As aforementioned, the instant Motion (doc. 15) was filed on November 17, 2006. The Moving Defendants filed a brief in support (doc. 17) of the Motion on December 4, 2006. Albeit untimely, Plaintiff filed a brief in opposition (doc. 21) to the Motion on December 28, 2006.*fn1 The Moving Defendants filed a reply brief (doc. 26) on January 9, 2007. The Motion is fully briefed and therefore ripe for our review.
STANDARD OF REVIEW
In considering a motion to dismiss pursuant to Fed. R. Civ. Pro. 12(b)(6), a court must accept the veracity of a plaintiff's allegations. See Scheuer v. Rhodes, 416 U.S. 232, 236 (1974); see also White v. Napoleon, 897 F.2d 103, 106 (3d Cir. 1990). In Nami v. Fauver, 82 F.3d 63, 65 (3d Cir. 1996), our Court of Appeals for the Third Circuit added that in considering a motion to dismiss based on a failure to state a claim argument, a court should "not inquire whether the plaintiffs will ultimately prevail, only whether they are entitled to offer evidence to support their claims." Furthermore, "a complaint should not be dismissed for failure to state a claim unless it appears beyond doubt that the plaintiff can prove no set of facts in support of his claim which would entitle him to relief." Conley v. Gibson, 355 U.S. 41, 45-46 (1957); see also District Council 47 v. Bradley, 795 F.2d3 310 (3d Cir. 1986).
STATEMENT OF FACTS
The instant civil rights action filed by Plaintiff against numerous Defendants arises out of alleged criminal actions by members of the Millerstown Borough Police Department that purportedly occurred in 2003 through the Spring of 2004.
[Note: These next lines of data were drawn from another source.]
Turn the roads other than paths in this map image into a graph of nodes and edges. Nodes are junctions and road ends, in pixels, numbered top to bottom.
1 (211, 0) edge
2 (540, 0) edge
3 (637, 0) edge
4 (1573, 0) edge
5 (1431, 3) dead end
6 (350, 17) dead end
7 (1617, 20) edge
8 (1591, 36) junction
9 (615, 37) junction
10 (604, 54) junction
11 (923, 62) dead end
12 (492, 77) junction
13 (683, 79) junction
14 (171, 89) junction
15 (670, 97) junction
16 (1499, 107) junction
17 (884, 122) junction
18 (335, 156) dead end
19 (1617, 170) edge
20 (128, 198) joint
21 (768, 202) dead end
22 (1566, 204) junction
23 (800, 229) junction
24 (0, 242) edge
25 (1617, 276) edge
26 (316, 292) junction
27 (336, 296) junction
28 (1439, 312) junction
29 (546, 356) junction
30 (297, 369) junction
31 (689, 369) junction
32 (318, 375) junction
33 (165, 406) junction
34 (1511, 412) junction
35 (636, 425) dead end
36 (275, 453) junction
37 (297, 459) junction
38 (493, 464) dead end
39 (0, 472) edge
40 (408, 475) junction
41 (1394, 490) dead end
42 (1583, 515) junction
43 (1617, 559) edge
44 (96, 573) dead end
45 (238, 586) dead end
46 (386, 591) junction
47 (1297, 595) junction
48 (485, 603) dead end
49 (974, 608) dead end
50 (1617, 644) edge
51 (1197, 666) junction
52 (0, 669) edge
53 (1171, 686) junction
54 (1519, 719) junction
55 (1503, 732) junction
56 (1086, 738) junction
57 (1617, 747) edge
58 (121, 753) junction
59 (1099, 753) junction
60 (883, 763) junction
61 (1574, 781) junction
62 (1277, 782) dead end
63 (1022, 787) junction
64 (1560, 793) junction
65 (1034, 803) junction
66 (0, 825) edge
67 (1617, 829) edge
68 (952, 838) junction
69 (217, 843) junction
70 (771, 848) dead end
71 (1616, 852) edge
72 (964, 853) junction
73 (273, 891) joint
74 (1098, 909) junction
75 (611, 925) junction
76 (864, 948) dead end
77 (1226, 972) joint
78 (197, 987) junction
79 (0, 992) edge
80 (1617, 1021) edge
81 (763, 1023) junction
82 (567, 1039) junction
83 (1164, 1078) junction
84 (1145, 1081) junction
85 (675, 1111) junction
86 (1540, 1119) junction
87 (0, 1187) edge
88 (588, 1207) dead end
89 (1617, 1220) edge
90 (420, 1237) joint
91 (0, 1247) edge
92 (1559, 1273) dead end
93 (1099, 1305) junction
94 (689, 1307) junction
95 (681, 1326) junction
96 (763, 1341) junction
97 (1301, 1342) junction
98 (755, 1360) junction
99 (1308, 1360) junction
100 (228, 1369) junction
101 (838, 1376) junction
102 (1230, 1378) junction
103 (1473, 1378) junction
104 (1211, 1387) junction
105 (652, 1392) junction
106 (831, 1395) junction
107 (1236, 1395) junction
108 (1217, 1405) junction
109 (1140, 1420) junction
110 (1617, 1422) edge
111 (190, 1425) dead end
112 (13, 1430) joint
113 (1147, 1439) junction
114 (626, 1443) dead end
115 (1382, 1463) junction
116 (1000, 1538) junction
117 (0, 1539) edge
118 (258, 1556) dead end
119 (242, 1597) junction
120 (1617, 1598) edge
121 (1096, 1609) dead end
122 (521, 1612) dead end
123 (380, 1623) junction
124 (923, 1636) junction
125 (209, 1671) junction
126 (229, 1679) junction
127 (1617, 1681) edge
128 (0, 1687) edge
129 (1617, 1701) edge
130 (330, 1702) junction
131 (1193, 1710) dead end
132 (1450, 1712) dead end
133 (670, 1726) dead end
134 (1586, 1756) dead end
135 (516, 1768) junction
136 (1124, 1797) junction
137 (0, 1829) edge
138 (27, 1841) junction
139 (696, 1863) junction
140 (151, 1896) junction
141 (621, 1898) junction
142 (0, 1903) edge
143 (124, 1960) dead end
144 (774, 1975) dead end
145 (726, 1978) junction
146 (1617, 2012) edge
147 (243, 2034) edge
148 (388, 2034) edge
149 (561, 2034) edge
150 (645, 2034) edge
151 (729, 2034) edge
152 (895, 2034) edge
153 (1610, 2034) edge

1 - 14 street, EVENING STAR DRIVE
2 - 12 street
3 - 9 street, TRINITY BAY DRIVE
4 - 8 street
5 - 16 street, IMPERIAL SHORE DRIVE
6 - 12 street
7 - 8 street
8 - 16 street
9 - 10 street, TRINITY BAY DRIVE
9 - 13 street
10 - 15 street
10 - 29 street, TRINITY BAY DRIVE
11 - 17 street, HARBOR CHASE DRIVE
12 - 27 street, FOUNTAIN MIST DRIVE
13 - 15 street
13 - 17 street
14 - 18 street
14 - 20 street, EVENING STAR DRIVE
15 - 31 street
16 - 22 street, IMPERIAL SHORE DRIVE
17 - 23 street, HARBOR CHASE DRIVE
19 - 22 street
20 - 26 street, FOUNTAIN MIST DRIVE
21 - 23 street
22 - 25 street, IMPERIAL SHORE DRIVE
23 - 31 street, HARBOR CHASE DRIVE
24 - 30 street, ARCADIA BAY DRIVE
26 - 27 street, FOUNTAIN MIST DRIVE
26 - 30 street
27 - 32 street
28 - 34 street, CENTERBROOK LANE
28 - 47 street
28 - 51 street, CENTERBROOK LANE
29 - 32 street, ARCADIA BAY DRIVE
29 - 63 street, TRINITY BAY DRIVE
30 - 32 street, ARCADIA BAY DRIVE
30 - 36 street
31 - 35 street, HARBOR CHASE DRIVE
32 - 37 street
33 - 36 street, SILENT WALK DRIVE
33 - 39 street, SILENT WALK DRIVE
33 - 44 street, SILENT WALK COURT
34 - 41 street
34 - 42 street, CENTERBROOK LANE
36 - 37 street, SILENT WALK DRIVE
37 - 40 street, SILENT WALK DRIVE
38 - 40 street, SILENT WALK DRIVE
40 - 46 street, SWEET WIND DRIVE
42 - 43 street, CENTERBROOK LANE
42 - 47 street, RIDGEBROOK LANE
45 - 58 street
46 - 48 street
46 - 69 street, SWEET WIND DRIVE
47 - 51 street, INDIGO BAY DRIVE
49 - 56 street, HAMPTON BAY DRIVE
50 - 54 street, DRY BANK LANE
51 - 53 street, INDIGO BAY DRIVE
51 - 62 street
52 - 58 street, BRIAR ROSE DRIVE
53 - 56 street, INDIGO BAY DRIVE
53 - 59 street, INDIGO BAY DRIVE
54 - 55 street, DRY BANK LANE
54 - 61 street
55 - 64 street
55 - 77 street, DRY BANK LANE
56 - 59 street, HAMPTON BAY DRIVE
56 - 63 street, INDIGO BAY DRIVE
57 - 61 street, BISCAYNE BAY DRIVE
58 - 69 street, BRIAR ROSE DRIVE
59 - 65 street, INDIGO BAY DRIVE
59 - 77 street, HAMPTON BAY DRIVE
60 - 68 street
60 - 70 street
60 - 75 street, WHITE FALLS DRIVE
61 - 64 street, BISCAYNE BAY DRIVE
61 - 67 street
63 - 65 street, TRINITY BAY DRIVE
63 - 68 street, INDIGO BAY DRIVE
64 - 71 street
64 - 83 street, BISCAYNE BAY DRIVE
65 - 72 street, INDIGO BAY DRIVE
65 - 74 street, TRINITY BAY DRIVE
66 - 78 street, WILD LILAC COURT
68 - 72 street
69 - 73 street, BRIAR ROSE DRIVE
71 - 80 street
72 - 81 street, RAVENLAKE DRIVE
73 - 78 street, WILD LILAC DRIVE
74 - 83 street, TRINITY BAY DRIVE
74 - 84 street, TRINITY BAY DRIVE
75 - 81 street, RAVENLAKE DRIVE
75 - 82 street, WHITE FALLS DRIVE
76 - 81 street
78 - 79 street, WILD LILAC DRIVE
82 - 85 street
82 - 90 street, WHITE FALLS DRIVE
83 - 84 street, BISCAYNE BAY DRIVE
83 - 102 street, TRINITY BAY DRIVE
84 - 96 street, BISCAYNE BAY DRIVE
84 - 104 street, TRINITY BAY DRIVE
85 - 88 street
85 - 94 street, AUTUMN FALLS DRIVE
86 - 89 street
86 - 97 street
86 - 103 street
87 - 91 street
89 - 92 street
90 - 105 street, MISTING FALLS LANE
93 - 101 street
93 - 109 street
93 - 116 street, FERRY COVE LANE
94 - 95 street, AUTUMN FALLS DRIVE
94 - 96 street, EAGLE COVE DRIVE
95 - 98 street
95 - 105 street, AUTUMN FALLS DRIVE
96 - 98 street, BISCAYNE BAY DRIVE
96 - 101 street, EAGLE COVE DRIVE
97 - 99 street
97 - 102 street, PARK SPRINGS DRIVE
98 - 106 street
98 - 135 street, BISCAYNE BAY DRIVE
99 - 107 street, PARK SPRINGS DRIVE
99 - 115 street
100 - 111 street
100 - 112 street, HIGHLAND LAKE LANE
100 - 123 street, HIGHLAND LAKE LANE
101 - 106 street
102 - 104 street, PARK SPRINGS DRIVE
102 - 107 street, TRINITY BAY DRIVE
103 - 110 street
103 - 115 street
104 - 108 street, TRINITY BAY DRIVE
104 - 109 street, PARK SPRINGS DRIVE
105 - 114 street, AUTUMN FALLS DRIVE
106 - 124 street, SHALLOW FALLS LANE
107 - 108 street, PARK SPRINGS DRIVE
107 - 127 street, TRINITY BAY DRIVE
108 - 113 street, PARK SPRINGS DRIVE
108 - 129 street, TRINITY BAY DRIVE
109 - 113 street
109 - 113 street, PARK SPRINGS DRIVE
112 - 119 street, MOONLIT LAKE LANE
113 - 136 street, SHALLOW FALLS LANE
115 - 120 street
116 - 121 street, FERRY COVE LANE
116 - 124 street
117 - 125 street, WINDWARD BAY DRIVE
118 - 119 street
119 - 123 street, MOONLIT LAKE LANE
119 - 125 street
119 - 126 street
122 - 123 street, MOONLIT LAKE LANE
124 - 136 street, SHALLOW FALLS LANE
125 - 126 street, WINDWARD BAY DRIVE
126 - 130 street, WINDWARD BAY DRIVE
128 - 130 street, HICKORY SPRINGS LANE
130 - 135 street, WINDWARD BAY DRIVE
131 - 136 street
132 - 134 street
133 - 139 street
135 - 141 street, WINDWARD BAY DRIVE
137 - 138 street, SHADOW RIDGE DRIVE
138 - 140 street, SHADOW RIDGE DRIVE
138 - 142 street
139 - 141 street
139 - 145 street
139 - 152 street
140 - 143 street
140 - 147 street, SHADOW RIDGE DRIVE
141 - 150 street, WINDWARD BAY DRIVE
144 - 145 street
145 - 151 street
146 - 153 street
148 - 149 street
Plaintiff's sole allegation against District Attorney Chenot is that in the Spring of 2003 through the Spring of 2004, Defendant Chenot "did nothing to protect the people in the community in which you took an Oath to protect." (Rec. Doc. 1 at ¶XVI.
Plaintiff's only allegations against Perry County Commissioners Amsler, Kennedy and Van Buskirk are those "[o]vert acts committed by Defendants Amsler, Kennedy . . . and Van Buskirk includes that complained of in the above paragraphs of this Complaint." (Rec. Doc. 1 at ¶XXI). Nevertheless, except to identify Defendants Amsler, Kennedy and Van Buskirk in Paragraph II of the Complaint, none of the prior or subsequent allegations of the Complaint specify any acts performed by Defendants Amsler, Kennedy or Van Buskirk with respect to Plaintiff. Instead, Plaintiff only asserts vague and general allegations regarding their actions in office and the "attempt to impose totalitarian Socialism upon the People." (Rec. Doc. 1 at ¶XXIII).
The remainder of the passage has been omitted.